You want to know what went wrong.
Our son Daniel enlisted in the Army National Guard in 2003. We were proud, though a bit frightened for him, but he was reassuring and confident that it was the correct path. He went to war as a member of a Tactical Human Intelligence Team. He celebrated his 21st birthday at Fort Hood in Texas, then deployed to Iraq for 13 months.
He came home a chain smoker, a habit he had developed to “fit in” with the Iraqis with whom he interacted. He was jittery and cautious. He would tell a story or two or relate a particular incident, but he frequently said that much of his tour was classified and that he would tell us about it “in 10 years, when it’s declassified.” He expressed a desire to return to Iraq to continue helping, and he was proud when he told us that he had qualified to study Arabic at the Defense Language Institute in Monterey, Calif., a 15-month course.

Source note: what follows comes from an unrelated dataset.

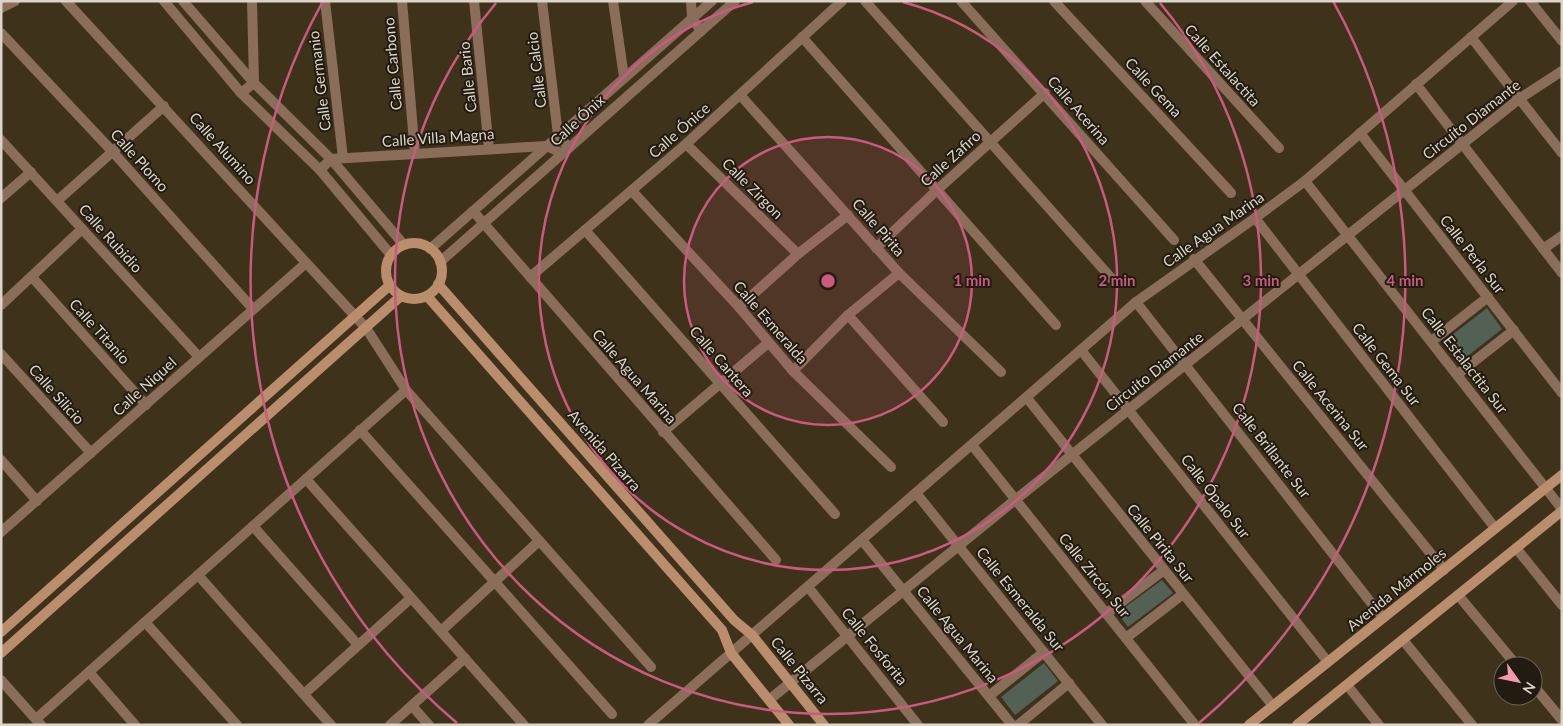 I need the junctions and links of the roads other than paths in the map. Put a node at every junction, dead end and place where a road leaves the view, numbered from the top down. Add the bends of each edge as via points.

In June 2006, his National Guard unit assigned him to a position with L-3 Communications, a large defense contractor, in Washington, D.C. About six months later, he told us that L-3 needed someone to go to Iraq to provide analysis, and that he had volunteered. He seemed so happy to have been given this chance to go back and help. He deployed in early 2007. We found out later that he also participated in many Special Operations missions.

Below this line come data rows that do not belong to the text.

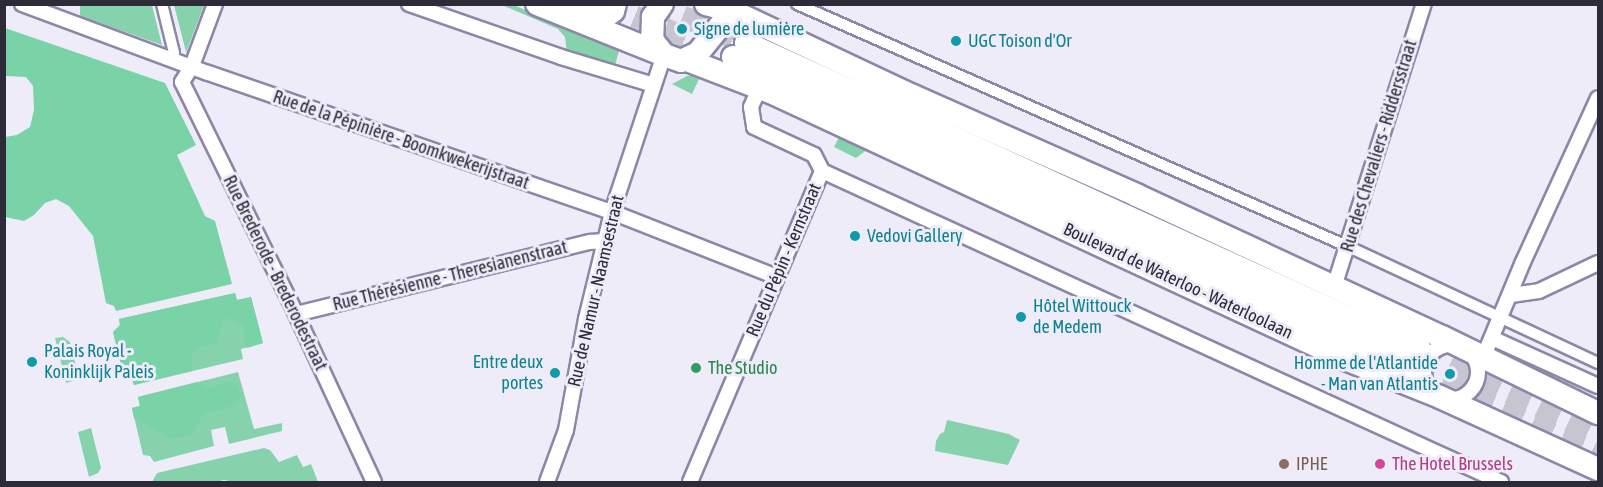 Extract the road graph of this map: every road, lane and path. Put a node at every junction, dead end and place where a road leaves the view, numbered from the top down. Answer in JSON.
{"nodes":[{"id":1,"x":22,"y":4,"type":"edge"},
{"id":2,"x":162,"y":4,"type":"edge"},
{"id":3,"x":214,"y":4,"type":"edge"},
{"id":4,"x":409,"y":4,"type":"edge"},
{"id":5,"x":537,"y":4,"type":"edge"},
{"id":6,"x":564,"y":4,"type":"edge"},
{"id":7,"x":615,"y":4,"type":"edge"},
{"id":8,"x":662,"y":4,"type":"edge"},
{"id":9,"x":797,"y":4,"type":"edge"},
{"id":10,"x":1424,"y":4,"type":"edge"},
{"id":11,"x":724,"y":10,"type":"edge"},
{"id":12,"x":740,"y":50,"type":"tunnel mouth"},
{"id":13,"x":664,"y":55,"type":"junction"},
{"id":14,"x":173,"y":59,"type":"junction"},
{"id":15,"x":687,"y":60,"type":"junction"},
{"id":16,"x":192,"y":66,"type":"junction"},
{"id":17,"x":654,"y":85,"type":"junction"},
{"id":18,"x":759,"y":89,"type":"junction"},
{"id":19,"x":913,"y":96,"type":"junction"},
{"id":20,"x":1599,"y":98,"type":"edge"},
{"id":21,"x":822,"y":171,"type":"junction"},
{"id":22,"x":977,"y":188,"type":"junction"},
{"id":23,"x":1054,"y":193,"type":"junction"},
{"id":24,"x":612,"y":212,"type":"junction"},
{"id":25,"x":604,"y":241,"type":"junction"},
{"id":26,"x":1348,"y":247,"type":"junction"},
{"id":27,"x":1121,"y":255,"type":"junction"},
{"id":28,"x":1599,"y":263,"type":"edge"},
{"id":29,"x":777,"y":277,"type":"junction"},
{"id":30,"x":1334,"y":287,"type":"junction"},
{"id":31,"x":1511,"y":295,"type":"junction"},
{"id":32,"x":296,"y":314,"type":"junction"},
{"id":33,"x":1500,"y":317,"type":"junction"},
{"id":34,"x":1462,"y":347,"type":"junction"},
{"id":35,"x":1487,"y":348,"type":"junction"},
{"id":36,"x":1416,"y":359,"type":"tunnel mouth"},
{"id":37,"x":1599,"y":363,"type":"edge"},
{"id":38,"x":1599,"y":386,"type":"edge"},
{"id":39,"x":1440,"y":397,"type":"junction"},
{"id":40,"x":1599,"y":413,"type":"edge"},
{"id":41,"x":1599,"y":469,"type":"edge"},
{"id":42,"x":374,"y":483,"type":"edge"},
{"id":43,"x":548,"y":483,"type":"edge"},
{"id":44,"x":690,"y":483,"type":"edge"},
{"id":45,"x":1501,"y":483,"type":"edge"}],
"edges":[{"from":1,"to":14,"type":"street","name":"Rue de la Pépinière - Boomkwekerijstraat"},
{"from":2,"to":14,"type":"street"},
{"from":3,"to":16,"type":"street"},
{"from":4,"to":17,"type":"street"},
{"from":5,"to":13,"type":"main road","name":"Boulevard de Waterloo - Waterloolaan"},
{"from":6,"to":7,"type":"main road"},
{"from":8,"to":13,"type":"main road"},
{"from":9,"to":26,"type":"street"},
{"from":10,"to":26,"type":"street","name":"Rue des Chevaliers - Riddersstraat"},
{"from":11,"to":15,"type":"main road"},
{"from":11,"to":19,"type":"main road"},
{"from":12,"to":23,"type":"main road"},
{"from":13,"to":15,"type":"main road","name":"Boulevard de Waterloo - Waterloolaan"},
{"from":13,"to":17,"type":"street","name":"Rue de Namur - Naamsestraat"},
{"from":14,"to":16,"type":"street","name":"Rue de la Pépinière - Boomkwekerijstraat"},
{"from":15,"to":18,"type":"main road","name":"Boulevard de Waterloo - Waterloolaan"},
{"from":16,"to":24,"type":"street","name":"Rue de la Pépinière - Boomkwekerijstraat"},
{"from":16,"to":32,"type":"street","name":"Rue Brederode - Brederodestraat"},
{"from":17,"to":24,"type":"street","name":"Rue de Namur - Naamsestraat"},
{"from":18,"to":21,"type":"street"},
{"from":18,"to":22,"type":"main road","name":"Boulevard de Waterloo - Waterloolaan"},
{"from":19,"to":23,"type":"main road"},
{"from":19,"to":30,"type":"main road"},
{"from":20,"to":31,"type":"street"},
{"from":21,"to":29,"type":"street","name":"Rue du Pépin - Kernstraat"},
{"from":21,"to":45,"type":"street"},
{"from":22,"to":23,"type":"main road"},
{"from":22,"to":27,"type":"main road","name":"Boulevard de Waterloo - Waterloolaan"},
{"from":23,"to":27,"type":"main road"},
{"from":23,"to":36,"type":"main road"},
{"from":24,"to":25,"type":"street","name":"Rue de Namur - Naamsestraat"},
{"from":24,"to":29,"type":"street","name":"Rue de la Pépinière - Boomkwekerijstraat"},
{"from":25,"to":32,"type":"street","name":"Rue Thérésienne - Theresianenstraat"},
{"from":25,"to":43,"type":"street","name":"Rue de Namur - Naamsestraat"},
{"from":26,"to":30,"type":"street","name":"Rue des Chevaliers - Riddersstraat"},
{"from":26,"to":33,"type":"street"},
{"from":27,"to":39,"type":"main road","name":"Boulevard de Waterloo - Waterloolaan"},
{"from":28,"to":31,"type":"street"},
{"from":29,"to":44,"type":"street","name":"Rue du Pépin - Kernstraat"},
{"from":30,"to":34,"type":"main road"},
{"from":31,"to":33,"type":"street"},
{"from":32,"to":42,"type":"street","name":"Rue Brederode - Brederodestraat"},
{"from":33,"to":35,"type":"street"},
{"from":33,"to":37,"type":"street"},
{"from":34,"to":35,"type":"main road"},
{"from":34,"to":39,"type":"street"},
{"from":34,"to":39,"type":"street"},
{"from":35,"to":38,"type":"street"},
{"from":35,"to":40,"type":"main road"},
{"from":39,"to":41,"type":"main road","name":"Boulevard de Waterloo - Waterloolaan"}]}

Daniel returned home in the fall of 2007. In conversations over the next few months, he told us that he had made several attempts to get medical treatment for an array of health problems. Because his National Guard unit was still in ready reserve status, the Veterans Affairs Department medical center in Phoenix refused him treatment because he was not yet officially a veteran. The local Defense Department health care facility denied him services because he was not on active duty. He told us that he had suffered innumerable concussions in the course of more than 400 missions in the turret of a Humvee. He spoke of having flashbacks, and he appeared tense and nervous in person.
But for the most part, he hid the severity of his symptoms from us. When he was finally deemed eligible for veterans benefits, he began treatment at the Phoenix medical center in February 2008. There, he was diagnosed with post-traumatic stress and traumatic brain injury, and given a disability rating of 40 percent. By the end of that year, Daniel was so frustrated with the problems with his care, including long wait times for appointments and turnover in health care providers, that he sought treatment from outside providers at his own expense. From time to time he attempted to re-enter the Veterans Affairs system, only to experience the persistent problems of access and availability.
Daniel took his own life on June 10 of this year, a block and a half from his Phoenix home. He left the family a letter listing the many roadblocks to care he had encountered in the Veterans Affairs system.